I am embarking on a trip to Austin, Texas. Austin is Texas’ version of Silicon Valley meets Disney meets Hollywood. In a way, the tech industry has found a curious niche in Austin. I have relatives in Austin, although I could easily fit into the tech world of the Texas capital.
However, my trip is personal. I am going to visit the relatives, not to take my office with me. The problem is that I absolutely have to have my office with me to handle the quotidian business affairs that will require such daily attention. Here comes the pragmatic part: As much as I would prefer my iPad to the bulkier laptop – in my case, it would be in addition to the laptop – bringing so much extra equipment for a family trip is hardly warranted.
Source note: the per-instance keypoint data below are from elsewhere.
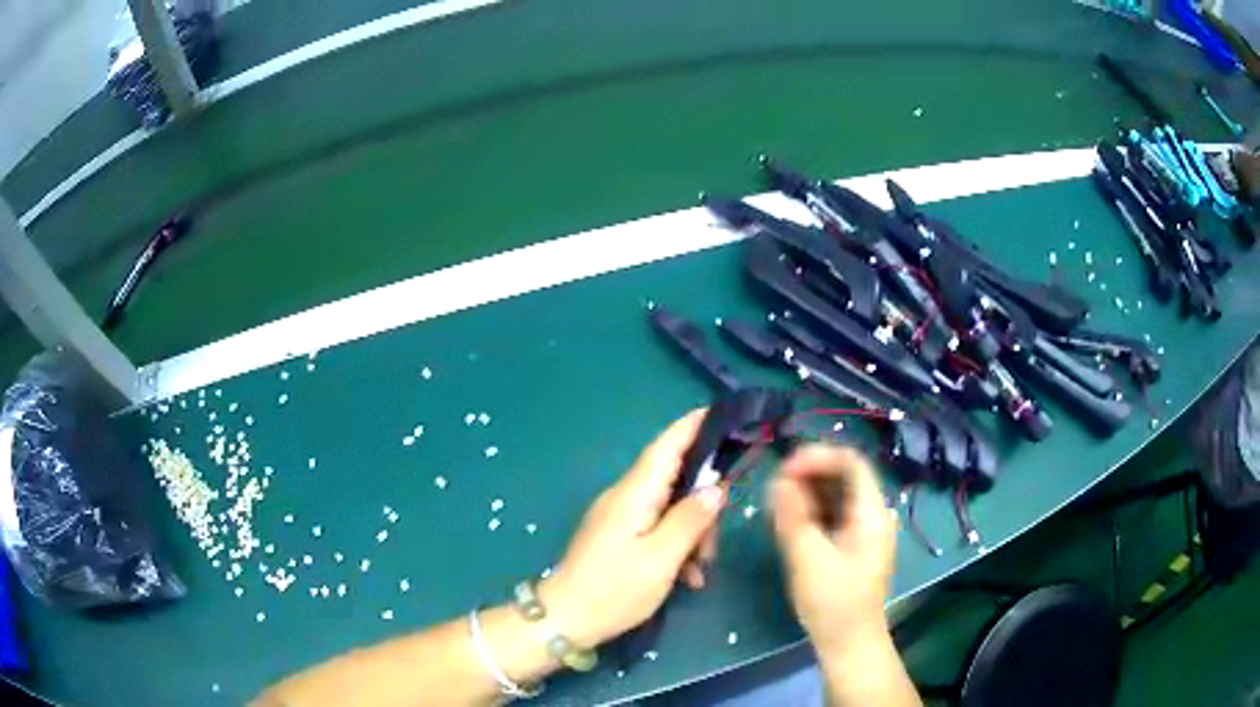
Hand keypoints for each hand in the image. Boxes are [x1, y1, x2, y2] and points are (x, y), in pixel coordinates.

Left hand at [540, 410, 725, 648]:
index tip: (723, 414)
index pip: (667, 445)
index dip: (693, 426)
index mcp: (634, 493)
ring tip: (699, 570)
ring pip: (671, 508)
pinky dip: (677, 546)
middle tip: (714, 542)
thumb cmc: (613, 589)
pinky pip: (657, 528)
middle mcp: (626, 496)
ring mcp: (621, 516)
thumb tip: (716, 488)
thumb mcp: (661, 558)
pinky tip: (686, 577)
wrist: (565, 619)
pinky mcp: (619, 536)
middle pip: (676, 480)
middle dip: (704, 505)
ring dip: (693, 533)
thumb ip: (690, 519)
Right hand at [769, 444, 897, 657]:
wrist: (848, 643)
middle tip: (773, 487)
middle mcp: (872, 515)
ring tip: (775, 504)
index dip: (818, 457)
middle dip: (808, 475)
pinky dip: (810, 512)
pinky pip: (832, 515)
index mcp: (872, 513)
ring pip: (835, 496)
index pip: (851, 462)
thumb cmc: (832, 602)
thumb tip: (778, 479)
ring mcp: (863, 531)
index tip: (784, 467)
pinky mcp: (851, 545)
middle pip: (843, 477)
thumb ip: (793, 515)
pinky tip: (787, 522)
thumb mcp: (808, 557)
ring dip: (806, 493)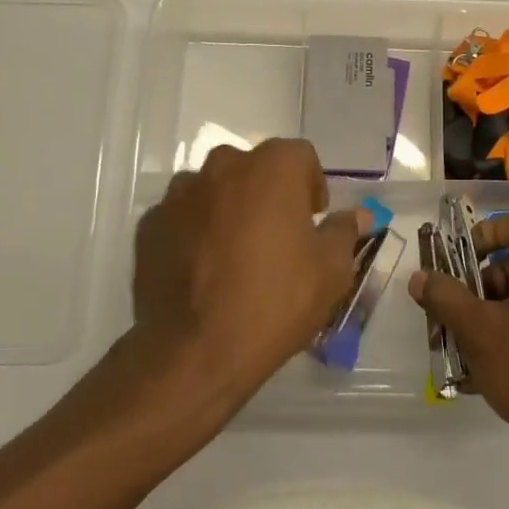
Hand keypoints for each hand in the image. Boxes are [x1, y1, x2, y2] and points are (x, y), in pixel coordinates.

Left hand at [132, 139, 364, 402]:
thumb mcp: (330, 272)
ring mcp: (181, 194)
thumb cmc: (274, 302)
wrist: (195, 352)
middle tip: (276, 236)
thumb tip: (359, 216)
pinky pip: (182, 216)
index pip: (301, 156)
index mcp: (271, 168)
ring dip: (228, 208)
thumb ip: (344, 232)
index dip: (311, 184)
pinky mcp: (150, 224)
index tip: (313, 219)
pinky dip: (194, 231)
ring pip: (215, 189)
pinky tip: (201, 269)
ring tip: (234, 254)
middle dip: (268, 192)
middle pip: (254, 168)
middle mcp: (223, 166)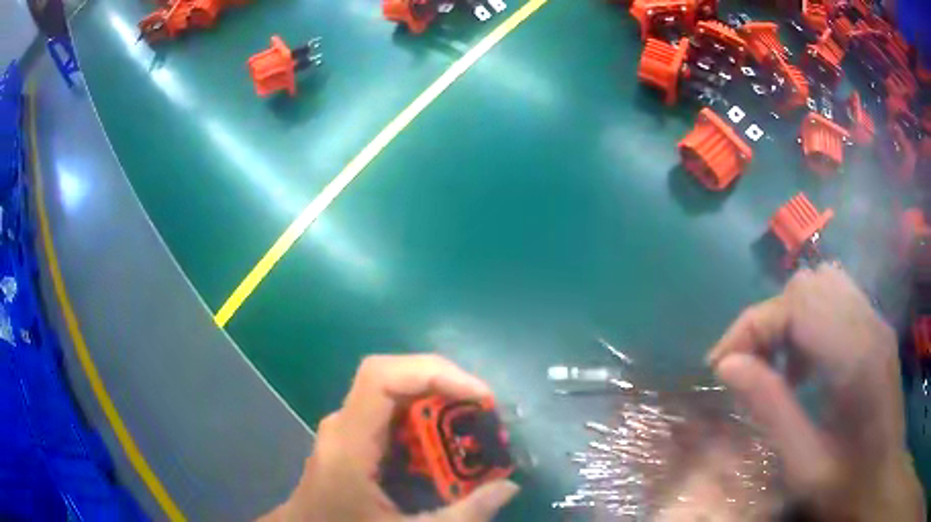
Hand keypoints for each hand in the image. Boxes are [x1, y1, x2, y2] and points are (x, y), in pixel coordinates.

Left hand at [260, 355, 518, 521]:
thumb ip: (461, 517)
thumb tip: (508, 488)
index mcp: (349, 444)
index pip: (381, 377)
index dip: (433, 373)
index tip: (480, 397)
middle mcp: (344, 424)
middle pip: (393, 378)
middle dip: (446, 387)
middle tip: (487, 415)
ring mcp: (347, 429)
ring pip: (396, 393)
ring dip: (439, 402)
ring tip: (476, 428)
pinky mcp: (354, 438)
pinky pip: (393, 414)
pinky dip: (427, 420)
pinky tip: (447, 446)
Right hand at [707, 264, 924, 520]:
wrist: (882, 480)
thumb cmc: (846, 486)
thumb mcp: (804, 464)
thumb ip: (771, 410)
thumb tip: (728, 366)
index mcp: (856, 359)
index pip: (796, 305)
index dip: (752, 326)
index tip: (722, 366)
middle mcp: (869, 325)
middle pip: (807, 285)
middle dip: (768, 320)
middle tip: (748, 368)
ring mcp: (876, 322)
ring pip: (822, 283)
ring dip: (790, 316)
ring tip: (779, 365)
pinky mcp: (876, 328)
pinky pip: (836, 299)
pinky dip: (810, 319)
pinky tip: (806, 364)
If I did not need to bring my office with me for the busy work that comes with being an entrepreneur, the iPad would be the only device I bring, in addition to the smart phone.
In that regard, the tablet has finally found its proper place in my life. Years after all the novelty of the iPad or competing tablets has been supplanted by banality, the tech devices in my life have all found their proper place.
The smart phone will handle all emails. The laptop will be used to handle matters requiring a large screen and keyboard, where efficiency would be severely restricted or eliminated by use of a smart phone. Tablets, for all their game-changing impact on the world of tech and other industries, just do not seem to have a completely practical place.
Unless I worked strictly in an industry with a tailored app, the iPad is actually more of a recreational device for me. Perhaps the time will come when the computing power and the human interfaces of a tablet are sufficiently broad and durable enough to replace the laptop, but at the moment, the hybrid devices that are being built – they are almost exclusively on a Windows platform, I might add – will be the likely be the electronic intermediaries in a world where device makers may easily have invisioned a world converting completely from laptops to tablets. As with all things in the evolving electronic universe, human need continues to trump the technological avant garde. It proves that necessity, not unadulterated desire, may still be the motherhood of invention.